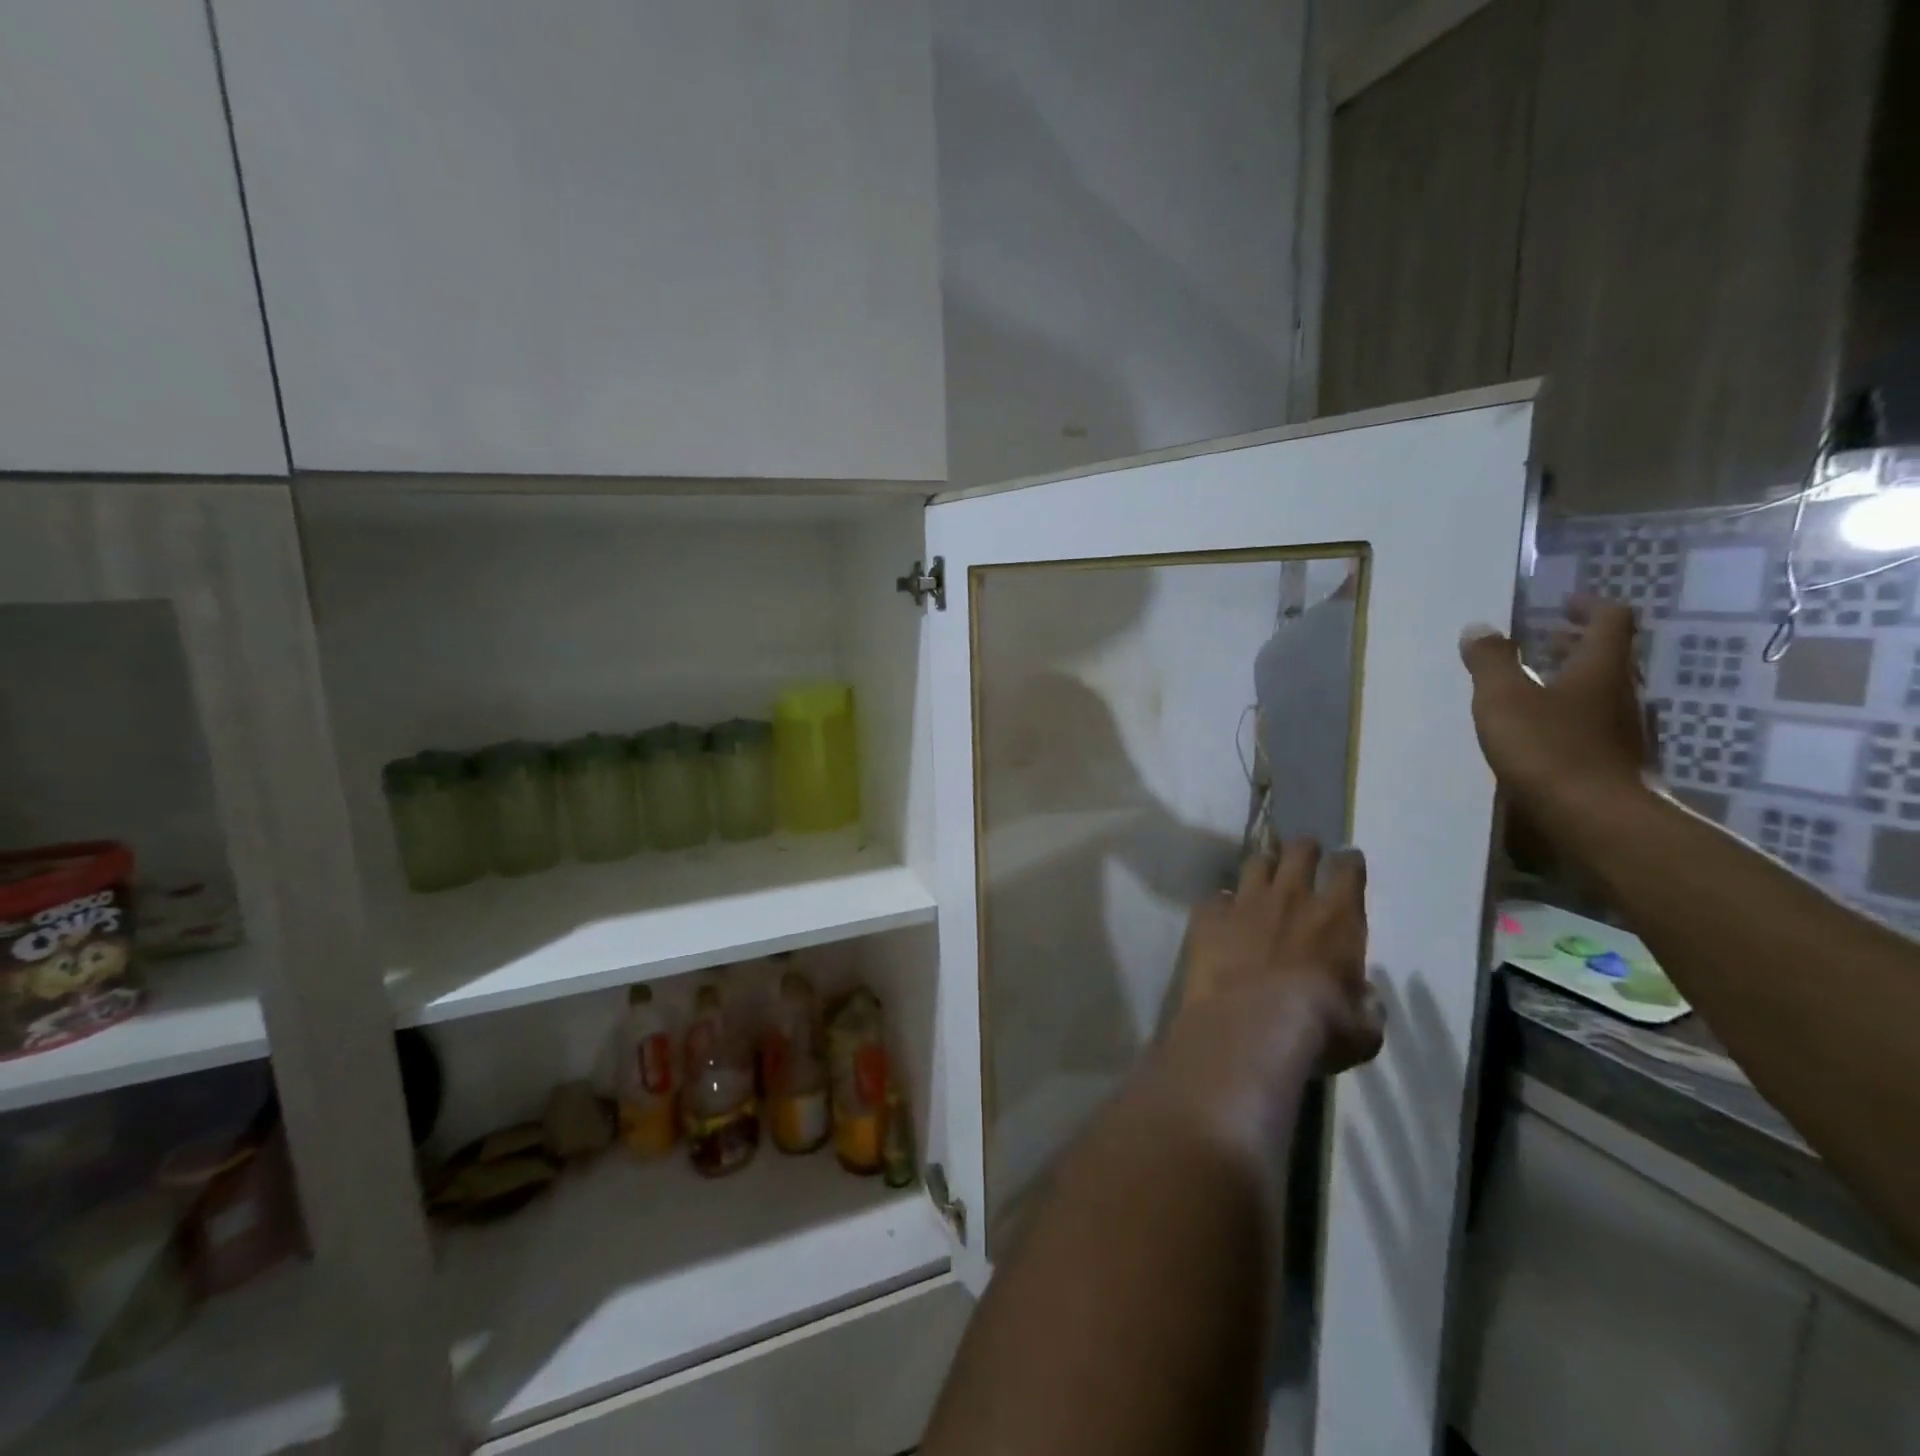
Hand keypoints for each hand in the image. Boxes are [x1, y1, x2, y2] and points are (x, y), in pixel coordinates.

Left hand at [1180, 839, 1382, 1075]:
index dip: (1348, 861)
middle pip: (1298, 851)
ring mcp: (1245, 902)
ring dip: (1263, 866)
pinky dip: (1221, 905)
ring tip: (1263, 874)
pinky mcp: (1208, 915)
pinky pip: (1215, 899)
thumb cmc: (1316, 1030)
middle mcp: (1291, 898)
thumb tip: (1364, 999)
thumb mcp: (1362, 1030)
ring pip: (1255, 864)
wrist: (1247, 1026)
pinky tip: (1220, 916)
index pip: (1348, 871)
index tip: (1347, 859)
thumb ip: (1366, 1008)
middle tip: (1304, 852)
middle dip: (1303, 848)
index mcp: (1337, 919)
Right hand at [1458, 595, 1656, 821]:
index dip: (1589, 606)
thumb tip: (1479, 628)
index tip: (1564, 603)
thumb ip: (1490, 662)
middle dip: (1577, 644)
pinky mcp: (1620, 763)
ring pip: (1605, 692)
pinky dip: (1575, 716)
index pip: (1610, 621)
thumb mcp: (1503, 699)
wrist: (1597, 818)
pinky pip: (1599, 725)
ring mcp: (1628, 731)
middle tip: (1544, 641)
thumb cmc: (1549, 749)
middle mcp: (1624, 693)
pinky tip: (1547, 733)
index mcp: (1601, 668)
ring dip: (1576, 681)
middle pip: (1610, 657)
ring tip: (1538, 687)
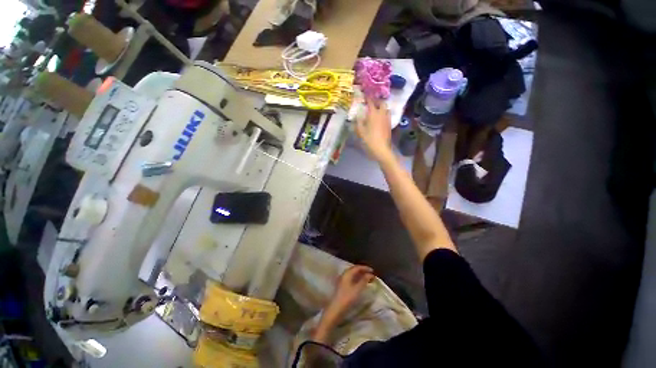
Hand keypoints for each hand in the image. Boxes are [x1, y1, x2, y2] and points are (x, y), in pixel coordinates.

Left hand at [326, 265, 374, 316]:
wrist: (336, 308)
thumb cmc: (347, 298)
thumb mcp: (357, 289)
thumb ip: (364, 280)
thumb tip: (370, 274)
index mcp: (347, 273)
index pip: (357, 267)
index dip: (365, 268)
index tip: (372, 271)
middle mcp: (344, 274)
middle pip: (354, 269)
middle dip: (363, 271)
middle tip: (370, 274)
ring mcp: (342, 279)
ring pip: (352, 274)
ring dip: (360, 274)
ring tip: (367, 278)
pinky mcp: (342, 285)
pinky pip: (351, 278)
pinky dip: (357, 278)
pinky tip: (360, 283)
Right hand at [356, 99, 392, 161]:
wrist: (381, 149)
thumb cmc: (369, 140)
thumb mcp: (360, 131)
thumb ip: (358, 121)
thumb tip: (357, 115)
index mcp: (373, 114)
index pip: (371, 102)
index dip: (368, 97)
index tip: (364, 95)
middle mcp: (382, 114)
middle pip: (382, 103)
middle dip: (377, 101)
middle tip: (371, 103)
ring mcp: (387, 120)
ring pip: (386, 109)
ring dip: (381, 107)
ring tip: (376, 110)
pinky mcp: (389, 125)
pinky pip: (387, 115)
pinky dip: (383, 114)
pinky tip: (379, 119)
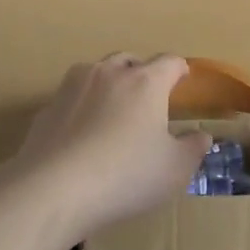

======

- _Task to carry out_:
Would you return the records exactly, keeping out every picture?

- _Exercise output_:
Hand keypoints for each hand in the image. Boxes are [x1, y1, x2, y2] and points are (x, y), in pixel coordinates.

Left hand at [1180, 839, 1382, 1075]:
index dip: (1348, 861)
middle pip: (1298, 851)
ring mcp: (1245, 902)
ring dip: (1263, 866)
pinky dip: (1221, 905)
ring tip: (1263, 874)
pinky mcp: (1208, 915)
pinky pip: (1215, 899)
thumb cmc: (1316, 1030)
middle mcp: (1291, 898)
thumb tip: (1364, 999)
thumb mcp: (1362, 1030)
ring pip: (1255, 864)
wrist: (1247, 1026)
pinky tip: (1220, 916)
index pip: (1348, 871)
index tip: (1347, 859)
thumb ip: (1366, 1008)
middle tip: (1304, 852)
middle dip: (1303, 848)
index mcp: (1337, 919)
Right hand at [1458, 595, 1656, 821]:
index dip: (1589, 606)
thumb tip: (1479, 628)
index tip: (1564, 603)
thumb ip: (1490, 662)
middle dip: (1577, 644)
pinky mcp: (1620, 763)
ring pip: (1605, 692)
pinky dip: (1575, 716)
index pip: (1610, 621)
thumb mcp: (1503, 699)
wrist: (1597, 818)
pinky pip: (1599, 725)
ring mcp: (1628, 731)
middle tip: (1544, 641)
thumb cmc: (1549, 749)
middle mcp: (1624, 693)
pinky tip: (1547, 733)
index mcp: (1601, 668)
ring dip: (1576, 681)
middle pip: (1610, 657)
ring tip: (1538, 687)
Hand keypoints for each hand in the image. Boxes are [x1, y1, x2, y2] and points are (x, y), in pixel coordinates.

Left hand at [326, 265, 374, 316]:
wrist: (336, 308)
thumb cmc: (347, 298)
thumb mcp: (357, 289)
thumb ip: (364, 280)
thumb tip: (370, 274)
index mcp: (347, 273)
index pip: (357, 267)
index dip: (365, 268)
index tip: (372, 271)
middle mcp: (344, 274)
middle pip: (354, 269)
middle dip: (363, 271)
middle tip: (370, 274)
ring mcp: (342, 279)
ring pip: (352, 274)
ring dip: (360, 274)
ring tip: (367, 278)
pinky mcp: (342, 285)
pinky pip: (351, 278)
pinky dip: (357, 278)
pinky tip: (360, 283)
Right hand at [356, 99, 392, 161]:
wrist: (381, 149)
thumb cmc: (369, 140)
thumb mcp: (360, 131)
thumb ip: (358, 121)
thumb tip: (357, 115)
index mcp: (373, 114)
index pip: (371, 102)
index dip: (368, 97)
index tip: (364, 95)
middle mcp: (382, 114)
middle pip: (382, 103)
middle dip: (377, 101)
middle tip: (371, 103)
ring mcp: (387, 120)
ring pip: (386, 109)
ring dip: (381, 107)
ring tip: (376, 110)
pinky mcp: (389, 125)
pinky pip: (387, 115)
pinky dip: (383, 114)
pinky tip: (379, 119)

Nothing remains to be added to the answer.